This is the entity page showing aggregated messages and images for the named entity.
Gary Cobb Question!
Does anyone know if in fact
Madrella aurantiaca Vayssière, 1902 is a synonym of Madrella sanguinea (Angas, 1864)?
Thanks in advance!
João Pedro Silva Tomorrow I'm going to check some photos here in Portugal which just might be Madrella.
João Pedro Silva Just waiting for the confirmation from Gonçalo Calado and Lucas Cervera...
Gary Cobb Thank you Joao! Look forward to the reply.
João Pedro Silva Confirmed :)
Madrella aurantiaca here in Portugal.
Gary Cobb Thank very much Joao for the check! I will email you my 'missing photos' list from the App.
João Pedro Silva On the next dives I'll be carefully inspecting the large colonies of
Pentapora fascialis (=P. foliacea).
Gary Cobb Wish I could join you!
João Pedro Silva Plenty of time for you to get here, Gary :) I think I'll only be diving on thursday.
João Pedro Silva A few dives later... no luck finding it again. :(
Gary Cobb You have to treat them like gold...it's where you find them!
Becky Hitchin Does anyone know why Ross coral is called Ross coral? Who / what / where was Ross?
Chris Whitehead I wonder if it was originally 'Rose Coral'? The colonies do look a lot like rose flower heads.
Ross coral isn't actually a coral of course. it's a colony of bryozoans.
http://tinyurl.com/d396peg
Marco Faasse In French it's "rose de mer", so it's not so strange to think of "Rose Coral" as the original name. Names sometimes show strange behaviour in the course of time.
Becky Hitchin Oh interesting, Marco! That would make sense as nowhere seems to ever mention any connection to a Ross. The colonies could, I suppose, resemble rather wrinkly roses!
Marco Faasse Oh, as an afterthought: this made me think of the Ross worm
Sabellaria spinulosa:http://www.naturalengland.org.uk/ourwork/marine/protectandmanage/mpa/mcz/features/habitats/rosswormreefs.aspx (couldn't access MarLIN now). Again: what/who/where is/was Ross? Here a have no explanation at all ...
Becky Hitchin I know ... that's strange too
David Kipling June RP Ross perhaps?
http://books.google.co.uk/books/about/Bryozoa.html?id=Jl0WAQAAIAAJ&redir_esc=y
George Brown It used to be called Rose coral (petals, etc) but was mispelt in a book (Collins I think) that, unfortunately, has stuck. A few species have suffered in that way.
Andy Horton http://www.facebook.com/groups/WordOrigins/
Andy Horton Plumose = feathery (from memory). In old books there was a transcription error that may have been repeated in a later book.
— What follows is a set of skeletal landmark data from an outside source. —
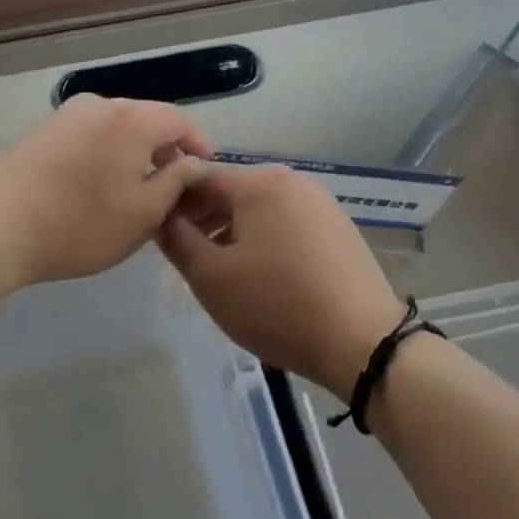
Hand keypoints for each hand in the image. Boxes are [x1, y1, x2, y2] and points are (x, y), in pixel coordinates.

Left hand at [0, 95, 211, 286]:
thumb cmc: (80, 224)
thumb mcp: (143, 214)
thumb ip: (175, 183)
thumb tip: (190, 163)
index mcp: (131, 119)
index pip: (178, 120)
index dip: (197, 144)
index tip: (203, 172)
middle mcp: (98, 106)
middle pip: (145, 119)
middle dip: (163, 149)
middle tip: (170, 186)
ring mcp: (64, 116)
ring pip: (113, 128)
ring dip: (131, 153)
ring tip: (132, 190)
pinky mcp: (39, 132)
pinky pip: (86, 136)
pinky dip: (102, 154)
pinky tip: (94, 187)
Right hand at [158, 165, 403, 399]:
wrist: (362, 342)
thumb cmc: (277, 305)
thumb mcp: (211, 277)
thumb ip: (177, 239)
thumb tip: (161, 215)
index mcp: (260, 183)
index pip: (199, 176)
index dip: (172, 200)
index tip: (157, 231)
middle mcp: (292, 181)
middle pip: (232, 190)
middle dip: (202, 216)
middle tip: (184, 253)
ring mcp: (321, 203)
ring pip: (259, 208)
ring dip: (231, 229)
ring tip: (219, 267)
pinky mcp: (338, 228)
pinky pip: (286, 222)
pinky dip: (263, 238)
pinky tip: (260, 273)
David Kipling I'm struggling with my new OS have quite vicious autocorrect, which is making tagging FB pics with latin names fun at times. Elegans >> elegant and so on.
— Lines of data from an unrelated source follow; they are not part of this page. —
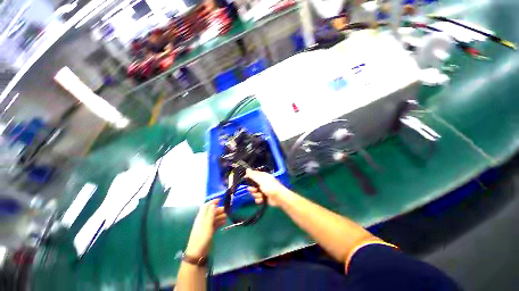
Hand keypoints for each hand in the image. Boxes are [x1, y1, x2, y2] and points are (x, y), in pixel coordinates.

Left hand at [185, 199, 226, 257]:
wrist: (197, 253)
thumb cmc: (202, 237)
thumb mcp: (207, 224)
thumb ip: (210, 214)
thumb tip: (213, 204)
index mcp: (201, 217)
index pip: (206, 206)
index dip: (212, 202)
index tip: (220, 200)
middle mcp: (203, 221)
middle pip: (211, 212)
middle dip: (218, 209)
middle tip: (225, 210)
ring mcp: (206, 227)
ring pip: (213, 218)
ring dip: (219, 216)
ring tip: (226, 216)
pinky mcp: (208, 232)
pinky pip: (214, 225)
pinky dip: (219, 222)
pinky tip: (224, 222)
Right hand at [245, 169, 291, 206]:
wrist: (279, 198)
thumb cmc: (270, 186)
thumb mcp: (261, 179)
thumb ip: (253, 175)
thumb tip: (247, 169)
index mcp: (262, 176)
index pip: (253, 175)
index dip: (248, 177)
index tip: (244, 179)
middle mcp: (262, 183)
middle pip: (252, 185)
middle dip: (252, 189)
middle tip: (254, 190)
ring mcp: (263, 190)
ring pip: (254, 192)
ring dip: (256, 195)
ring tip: (260, 195)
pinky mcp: (264, 197)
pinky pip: (257, 198)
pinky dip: (259, 199)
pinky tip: (262, 200)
George Brown Dawn, exactly. Which is why I always try and use the scientific name. It can also tell so much about the creature you are looking at. And this coming from someone who proudly achieved 7% in a latin exam in school!
David Kipling Ciona intestinalis ... looks like an intestine, tick.
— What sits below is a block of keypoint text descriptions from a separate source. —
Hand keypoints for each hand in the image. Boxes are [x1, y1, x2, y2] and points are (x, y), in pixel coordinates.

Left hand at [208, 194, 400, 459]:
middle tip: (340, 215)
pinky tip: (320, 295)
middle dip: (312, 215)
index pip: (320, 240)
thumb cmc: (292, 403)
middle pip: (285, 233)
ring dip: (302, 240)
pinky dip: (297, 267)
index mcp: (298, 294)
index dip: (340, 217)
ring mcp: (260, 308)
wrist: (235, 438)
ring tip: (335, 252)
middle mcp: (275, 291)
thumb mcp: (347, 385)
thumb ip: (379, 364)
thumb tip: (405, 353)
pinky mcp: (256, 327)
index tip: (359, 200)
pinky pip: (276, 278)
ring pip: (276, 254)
Coryphella browni is more redi than browni though ...
George Brown Yes, it's named after Greg Brown, one of a small group of folk that brought the world of nudibranchs to the attention of us mere divers. Greg blended art with science in British Opisthobranch Molluscs published in 1976.
David Kipling Yes, I know ;) The book you mention - is that the same as the 2-vol 'biology of opisthobranch molluscs' I have sitting here? (ie the Ray Soc volumes). That's Thompson and Brown. Wouldn't want to think I'm missing a uk nudi volume somewhere!
George Brown No. This is Synopsis of the British Fauna No.8, British Opisthobranch Molluscs, Thompson and Brown, 1976, for The Linnean Society of London, ISBN: 0-12-689350-0. The drawings are black and white but a friend of mine has coloured in the plates on her copy. Beautiful. I last dived with Greg some time in the 70's. On a Nudibranch expedition to Kerrera, by Oban. With Keith Hiscock!
Becky Hitchin Now I want to hunt out a book showing Pentapora as Rose Coral. I got out my 1958 Collins, but no mention of it in there
Becky Hitchin It is? I blame Dawn for this new piece of information!
Douglas Herdson I am glad to see people still using the familiar "Ross Coral". I had been told we now had to used "Potato Crisp Bryozoan".
David Kipling Pringle bryozoan fits though, and is a better match to the shape ;)
Becky Hitchin I don't know what strange Pringles you eat! :P
David Kipling Well they have that curve to them that remind me of Pentapora's curves. MCS should start to do "product placement" in its field guides and earn a few extra £££!
Becky Hitchin Haven't they done enough of that this weekend?!
David Kipling Dawn ... it's
Pentapora fascialis in Hayward and Ryland (1995). When did the official change from P. foliacea take place?